[Start of Attachment]

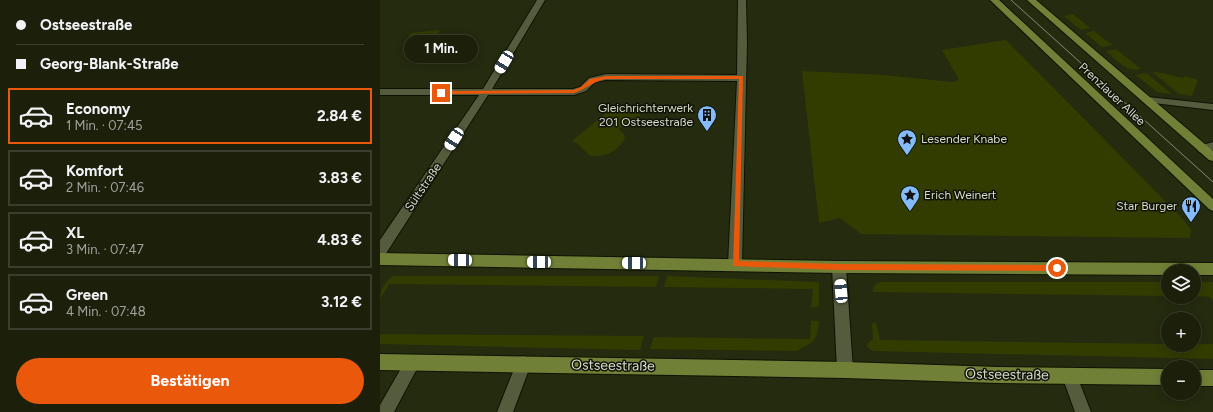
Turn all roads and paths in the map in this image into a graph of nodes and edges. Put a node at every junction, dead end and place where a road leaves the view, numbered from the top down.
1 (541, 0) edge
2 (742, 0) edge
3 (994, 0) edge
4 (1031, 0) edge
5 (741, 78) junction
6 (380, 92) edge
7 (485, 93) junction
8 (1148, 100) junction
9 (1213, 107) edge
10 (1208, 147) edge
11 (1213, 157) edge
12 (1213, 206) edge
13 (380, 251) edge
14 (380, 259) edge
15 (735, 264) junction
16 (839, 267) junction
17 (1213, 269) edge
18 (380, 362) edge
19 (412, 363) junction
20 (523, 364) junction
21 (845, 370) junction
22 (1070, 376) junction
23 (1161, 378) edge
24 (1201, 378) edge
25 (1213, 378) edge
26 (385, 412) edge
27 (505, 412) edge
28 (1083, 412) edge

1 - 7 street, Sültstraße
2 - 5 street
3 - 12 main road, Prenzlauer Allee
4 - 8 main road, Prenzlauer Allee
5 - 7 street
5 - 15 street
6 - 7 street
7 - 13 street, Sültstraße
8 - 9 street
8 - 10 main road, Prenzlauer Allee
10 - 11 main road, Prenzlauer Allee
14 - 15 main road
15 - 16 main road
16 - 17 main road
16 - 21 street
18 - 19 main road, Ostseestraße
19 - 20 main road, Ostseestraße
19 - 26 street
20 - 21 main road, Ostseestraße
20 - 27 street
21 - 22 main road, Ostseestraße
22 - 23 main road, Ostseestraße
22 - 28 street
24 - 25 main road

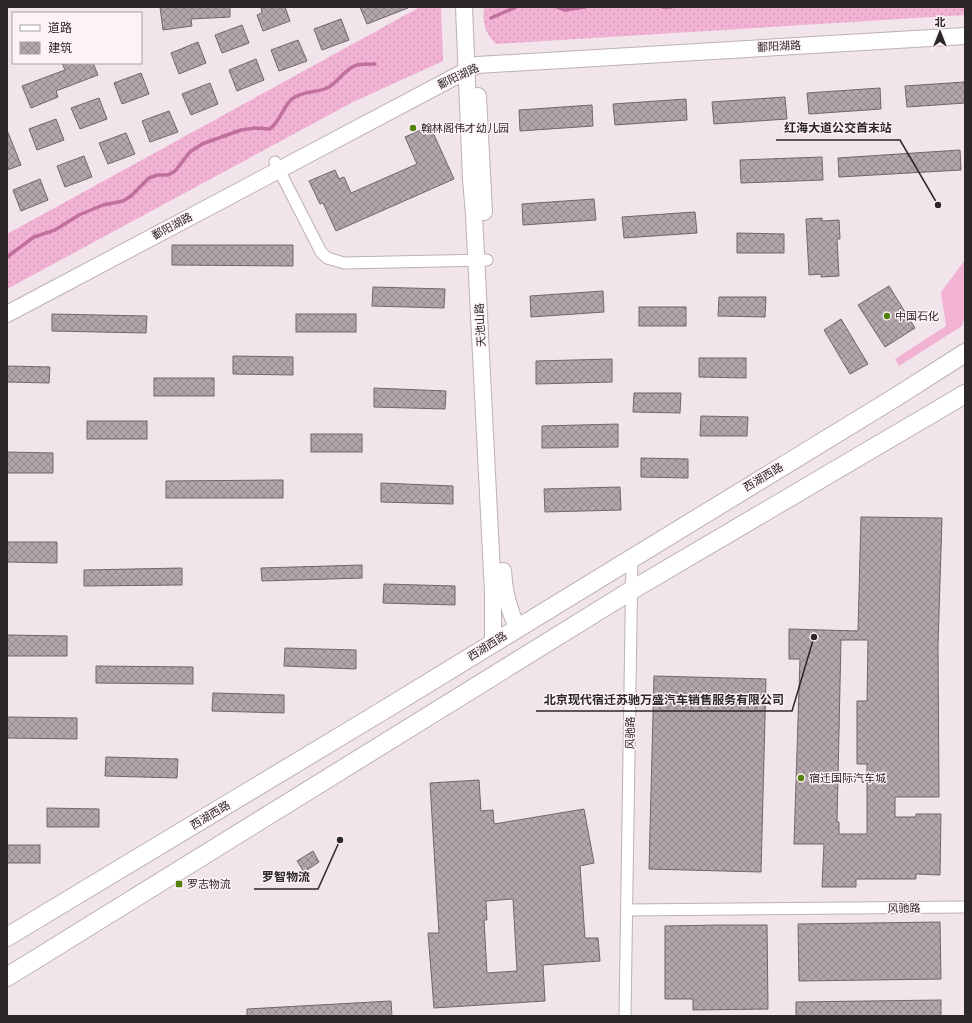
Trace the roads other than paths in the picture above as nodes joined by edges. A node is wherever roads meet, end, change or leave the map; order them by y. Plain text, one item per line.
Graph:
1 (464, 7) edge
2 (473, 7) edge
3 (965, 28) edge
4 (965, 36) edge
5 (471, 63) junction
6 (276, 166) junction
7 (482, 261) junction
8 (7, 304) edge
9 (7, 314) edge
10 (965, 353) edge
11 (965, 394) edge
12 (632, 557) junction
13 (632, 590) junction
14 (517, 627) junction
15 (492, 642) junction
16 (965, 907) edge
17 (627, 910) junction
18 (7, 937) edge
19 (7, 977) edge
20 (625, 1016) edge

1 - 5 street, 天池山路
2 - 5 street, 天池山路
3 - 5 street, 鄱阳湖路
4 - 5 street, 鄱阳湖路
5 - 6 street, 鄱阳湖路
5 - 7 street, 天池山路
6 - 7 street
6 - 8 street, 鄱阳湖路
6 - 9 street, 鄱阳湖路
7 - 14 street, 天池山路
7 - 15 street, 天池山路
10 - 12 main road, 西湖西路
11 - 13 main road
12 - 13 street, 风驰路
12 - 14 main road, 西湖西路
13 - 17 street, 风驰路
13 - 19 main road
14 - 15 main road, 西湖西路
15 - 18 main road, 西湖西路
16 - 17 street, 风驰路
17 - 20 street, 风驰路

[End of Attachment]

- EXERCISE AIM -
Take the line that contains "Trace the roads" and every line after it through the end of the listing above, and repeat them exactly.

- SOLUTION FOR THIS EXERCISE -
Trace the roads other than paths in the picture above as nodes joined by edges. A node is wherever roads meet, end, change or leave the map; order them by y. Plain text, one item per line.
Graph:
1 (464, 7) edge
2 (473, 7) edge
3 (965, 28) edge
4 (965, 36) edge
5 (471, 63) junction
6 (276, 166) junction
7 (482, 261) junction
8 (7, 304) edge
9 (7, 314) edge
10 (965, 353) edge
11 (965, 394) edge
12 (632, 557) junction
13 (632, 590) junction
14 (517, 627) junction
15 (492, 642) junction
16 (965, 907) edge
17 (627, 910) junction
18 (7, 937) edge
19 (7, 977) edge
20 (625, 1016) edge

1 - 5 street, 天池山路
2 - 5 street, 天池山路
3 - 5 street, 鄱阳湖路
4 - 5 street, 鄱阳湖路
5 - 6 street, 鄱阳湖路
5 - 7 street, 天池山路
6 - 7 street
6 - 8 street, 鄱阳湖路
6 - 9 street, 鄱阳湖路
7 - 14 street, 天池山路
7 - 15 street, 天池山路
10 - 12 main road, 西湖西路
11 - 13 main road
12 - 13 street, 风驰路
12 - 14 main road, 西湖西路
13 - 17 street, 风驰路
13 - 19 main road
14 - 15 main road, 西湖西路
15 - 18 main road, 西湖西路
16 - 17 street, 风驰路
17 - 20 street, 风驰路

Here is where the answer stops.